Update README.md

243a720 verified over 1 year ago

11.7 kB

	---
	license: mit
	pipeline_tag: object-detection
	---

	# Eye and Eyebrow Movement Recognition Model

	![License](https://img.shields.io/badge/license-MIT-blue.svg)
	![Python](https://img.shields.io/badge/python-3.9%2B-blue.svg)
	![TensorFlow](https://img.shields.io/badge/tensorflow-2.8.0%2B-brightgreen.svg)

	## 📖 Table of Contents

	- [📚 Description](#-description)
	- [🔍 Features](#-features)
	- [🎯 Intended Use](#-intended-use)
	- [🧠 Model Architecture](#-model-architecture)
	- [📋 Training Data](#-training-data)
	- [📈 Evaluation](#-evaluation)
	- [💻 Usage](#-usage)
	- [Prerequisites](#prerequisites)
	- [Installation](#installation)
	- [Loading the Model](#loading-the-model)
	- [Making Predictions](#making-predictions)
	- [🔧 Limitations](#-limitations)
	- [⚖️ Ethical Considerations](#-ethical-considerations)
	- [📜 License](#-license)
	- [🙏 Acknowledgements](#-acknowledgements)

	## 📚 Description

	The Eye and Eyebrow Movement Recognition model is an advanced real-time system designed to accurately detect and classify subtle facial movements, specifically focusing on the eyes and eyebrows. Currently, the model is trained to recognize three distinct movements:

	- Yes: Characterized by the raising of eyebrows.
	- No: Indicated by the lowering of eyebrows.
	- Normal: Representing a neutral facial expression without significant eye or eyebrow movements.
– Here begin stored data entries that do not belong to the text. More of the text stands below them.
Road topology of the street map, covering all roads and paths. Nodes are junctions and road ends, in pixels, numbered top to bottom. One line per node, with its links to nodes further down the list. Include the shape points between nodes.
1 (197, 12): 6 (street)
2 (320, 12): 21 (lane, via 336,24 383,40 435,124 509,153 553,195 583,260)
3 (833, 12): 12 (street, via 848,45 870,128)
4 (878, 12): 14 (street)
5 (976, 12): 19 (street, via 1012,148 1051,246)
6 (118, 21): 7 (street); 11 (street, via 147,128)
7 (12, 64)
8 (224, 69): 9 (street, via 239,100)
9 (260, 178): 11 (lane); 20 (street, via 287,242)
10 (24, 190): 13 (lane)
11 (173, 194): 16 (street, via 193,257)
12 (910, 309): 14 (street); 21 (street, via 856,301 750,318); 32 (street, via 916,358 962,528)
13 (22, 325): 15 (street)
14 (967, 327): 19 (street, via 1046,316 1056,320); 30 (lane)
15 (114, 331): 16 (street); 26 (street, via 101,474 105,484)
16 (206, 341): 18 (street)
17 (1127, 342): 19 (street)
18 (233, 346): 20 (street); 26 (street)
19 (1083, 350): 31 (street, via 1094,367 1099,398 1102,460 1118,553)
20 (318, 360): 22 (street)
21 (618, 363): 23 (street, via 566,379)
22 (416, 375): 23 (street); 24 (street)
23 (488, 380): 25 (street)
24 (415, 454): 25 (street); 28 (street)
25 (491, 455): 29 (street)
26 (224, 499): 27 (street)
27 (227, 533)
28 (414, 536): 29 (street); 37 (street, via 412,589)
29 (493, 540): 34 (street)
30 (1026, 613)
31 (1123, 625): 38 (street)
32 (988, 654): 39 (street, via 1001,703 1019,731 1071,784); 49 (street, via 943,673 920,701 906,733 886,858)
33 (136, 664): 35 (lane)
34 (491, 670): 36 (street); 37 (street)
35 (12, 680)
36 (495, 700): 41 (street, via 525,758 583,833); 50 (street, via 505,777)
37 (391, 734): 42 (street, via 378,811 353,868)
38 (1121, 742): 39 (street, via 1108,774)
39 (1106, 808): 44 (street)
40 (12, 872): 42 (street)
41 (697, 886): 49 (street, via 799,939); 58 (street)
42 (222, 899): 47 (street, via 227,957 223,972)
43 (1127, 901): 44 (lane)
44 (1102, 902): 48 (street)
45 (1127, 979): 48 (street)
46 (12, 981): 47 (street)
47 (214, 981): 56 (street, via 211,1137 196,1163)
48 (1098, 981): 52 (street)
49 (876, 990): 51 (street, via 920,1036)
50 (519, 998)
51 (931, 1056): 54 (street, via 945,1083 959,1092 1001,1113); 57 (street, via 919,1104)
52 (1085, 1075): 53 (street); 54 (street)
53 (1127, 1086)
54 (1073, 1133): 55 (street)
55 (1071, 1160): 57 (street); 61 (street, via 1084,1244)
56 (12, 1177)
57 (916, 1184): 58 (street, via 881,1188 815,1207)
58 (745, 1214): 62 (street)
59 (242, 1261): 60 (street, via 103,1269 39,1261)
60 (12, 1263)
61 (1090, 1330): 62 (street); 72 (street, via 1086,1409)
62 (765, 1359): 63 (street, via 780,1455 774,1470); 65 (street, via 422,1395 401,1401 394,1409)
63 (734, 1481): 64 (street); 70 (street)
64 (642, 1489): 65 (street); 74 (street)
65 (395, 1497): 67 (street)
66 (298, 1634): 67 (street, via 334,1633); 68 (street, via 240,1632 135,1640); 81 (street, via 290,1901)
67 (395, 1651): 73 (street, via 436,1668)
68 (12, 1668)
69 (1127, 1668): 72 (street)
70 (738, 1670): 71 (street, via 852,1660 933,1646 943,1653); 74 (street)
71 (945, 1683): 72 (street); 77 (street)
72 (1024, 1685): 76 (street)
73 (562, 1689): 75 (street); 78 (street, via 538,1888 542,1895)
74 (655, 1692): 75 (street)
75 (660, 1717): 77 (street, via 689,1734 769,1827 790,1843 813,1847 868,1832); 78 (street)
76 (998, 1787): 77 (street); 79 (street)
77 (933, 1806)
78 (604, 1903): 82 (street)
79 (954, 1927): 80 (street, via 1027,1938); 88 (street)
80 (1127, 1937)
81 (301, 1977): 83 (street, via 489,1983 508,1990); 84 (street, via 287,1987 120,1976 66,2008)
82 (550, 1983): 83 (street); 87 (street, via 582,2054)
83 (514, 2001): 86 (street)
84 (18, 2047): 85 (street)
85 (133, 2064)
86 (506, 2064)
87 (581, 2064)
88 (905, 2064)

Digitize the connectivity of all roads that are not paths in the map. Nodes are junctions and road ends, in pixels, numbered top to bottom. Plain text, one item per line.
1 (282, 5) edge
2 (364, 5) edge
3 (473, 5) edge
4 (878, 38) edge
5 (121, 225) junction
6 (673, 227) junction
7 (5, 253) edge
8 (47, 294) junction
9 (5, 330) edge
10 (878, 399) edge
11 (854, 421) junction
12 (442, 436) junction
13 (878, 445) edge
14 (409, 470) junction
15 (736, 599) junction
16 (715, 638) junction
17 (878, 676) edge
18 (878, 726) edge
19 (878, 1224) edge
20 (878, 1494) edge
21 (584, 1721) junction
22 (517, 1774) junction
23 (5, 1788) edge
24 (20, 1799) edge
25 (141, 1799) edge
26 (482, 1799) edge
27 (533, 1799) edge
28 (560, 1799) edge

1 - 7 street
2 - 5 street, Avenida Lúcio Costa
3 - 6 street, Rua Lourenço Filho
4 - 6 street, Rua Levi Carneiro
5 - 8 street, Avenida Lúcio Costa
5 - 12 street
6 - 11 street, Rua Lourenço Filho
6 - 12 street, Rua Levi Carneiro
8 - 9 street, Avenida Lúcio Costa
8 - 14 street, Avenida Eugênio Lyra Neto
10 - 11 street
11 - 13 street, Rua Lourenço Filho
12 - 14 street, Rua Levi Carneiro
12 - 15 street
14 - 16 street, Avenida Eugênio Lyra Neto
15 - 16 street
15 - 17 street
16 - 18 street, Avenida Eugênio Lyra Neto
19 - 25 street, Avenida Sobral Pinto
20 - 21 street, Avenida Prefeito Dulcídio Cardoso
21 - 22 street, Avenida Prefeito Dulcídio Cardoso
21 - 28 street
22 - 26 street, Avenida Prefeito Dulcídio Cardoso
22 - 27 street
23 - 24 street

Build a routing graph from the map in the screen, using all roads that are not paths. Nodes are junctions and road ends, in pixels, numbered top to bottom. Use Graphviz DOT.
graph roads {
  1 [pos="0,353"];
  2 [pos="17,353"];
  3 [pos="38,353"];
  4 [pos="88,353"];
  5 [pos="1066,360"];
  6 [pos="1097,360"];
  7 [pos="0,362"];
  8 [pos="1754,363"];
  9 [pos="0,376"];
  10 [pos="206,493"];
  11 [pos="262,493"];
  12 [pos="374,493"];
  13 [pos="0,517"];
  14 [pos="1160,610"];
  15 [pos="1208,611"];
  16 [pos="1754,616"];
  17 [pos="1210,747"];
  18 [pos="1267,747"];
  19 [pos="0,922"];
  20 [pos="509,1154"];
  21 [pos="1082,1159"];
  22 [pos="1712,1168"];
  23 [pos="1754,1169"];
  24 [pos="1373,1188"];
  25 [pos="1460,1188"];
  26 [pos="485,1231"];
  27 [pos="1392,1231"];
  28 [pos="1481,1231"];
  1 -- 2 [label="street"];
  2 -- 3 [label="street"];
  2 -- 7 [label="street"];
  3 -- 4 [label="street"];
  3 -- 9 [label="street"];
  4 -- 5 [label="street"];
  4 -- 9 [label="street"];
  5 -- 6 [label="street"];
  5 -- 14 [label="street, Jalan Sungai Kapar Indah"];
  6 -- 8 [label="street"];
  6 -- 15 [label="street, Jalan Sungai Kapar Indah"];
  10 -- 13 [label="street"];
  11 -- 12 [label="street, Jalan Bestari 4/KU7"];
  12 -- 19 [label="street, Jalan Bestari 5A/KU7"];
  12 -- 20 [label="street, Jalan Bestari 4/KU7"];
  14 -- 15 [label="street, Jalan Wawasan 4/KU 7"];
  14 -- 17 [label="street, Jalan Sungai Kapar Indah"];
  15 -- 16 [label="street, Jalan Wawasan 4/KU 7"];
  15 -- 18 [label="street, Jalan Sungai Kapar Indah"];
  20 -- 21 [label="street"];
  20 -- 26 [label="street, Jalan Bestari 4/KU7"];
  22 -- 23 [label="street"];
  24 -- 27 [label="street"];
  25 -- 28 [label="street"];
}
	Leveraging a CNN-LSTM (Convolutional Neural Network - Long Short-Term Memory) architecture, the model effectively captures both spatial features from individual frames and temporal dynamics across sequences of frames. This ensures robust and reliable performance in real-world scenarios.

	## 🔍 Features

	- Real-Time Detection: Continuously processes live webcam feeds to detect eye and eyebrow movements without noticeable lag.
	- GPU Acceleration: Optimized for GPU usage via TensorFlow-Metal on macOS, ensuring efficient computations.
	- Extensible Design: While currently supporting "Yes," "No," and "Normal" movements, the system is designed to be easily extended to accommodate additional facial gestures or movements.
	- User-Friendly Interface: Provides visual feedback by overlaying predictions directly onto the live video feed for immediate user feedback.
	- High Accuracy: Demonstrates high accuracy in distinguishing between the supported movements, making it a reliable tool for real-time facial gesture recognition.

	## 🎯 Intended Use

	This model is ideal for a variety of applications, including but not limited to:

	- Human-Computer Interaction (HCI): Enhancing user interfaces with gesture-based controls.
	- Assistive Technologies: Providing non-verbal communication tools for individuals with speech impairments.
	- Behavioral Analysis: Monitoring and analyzing facial expressions for psychological or market research.
	- Gaming: Creating more immersive and responsive gaming experiences through facial gesture controls.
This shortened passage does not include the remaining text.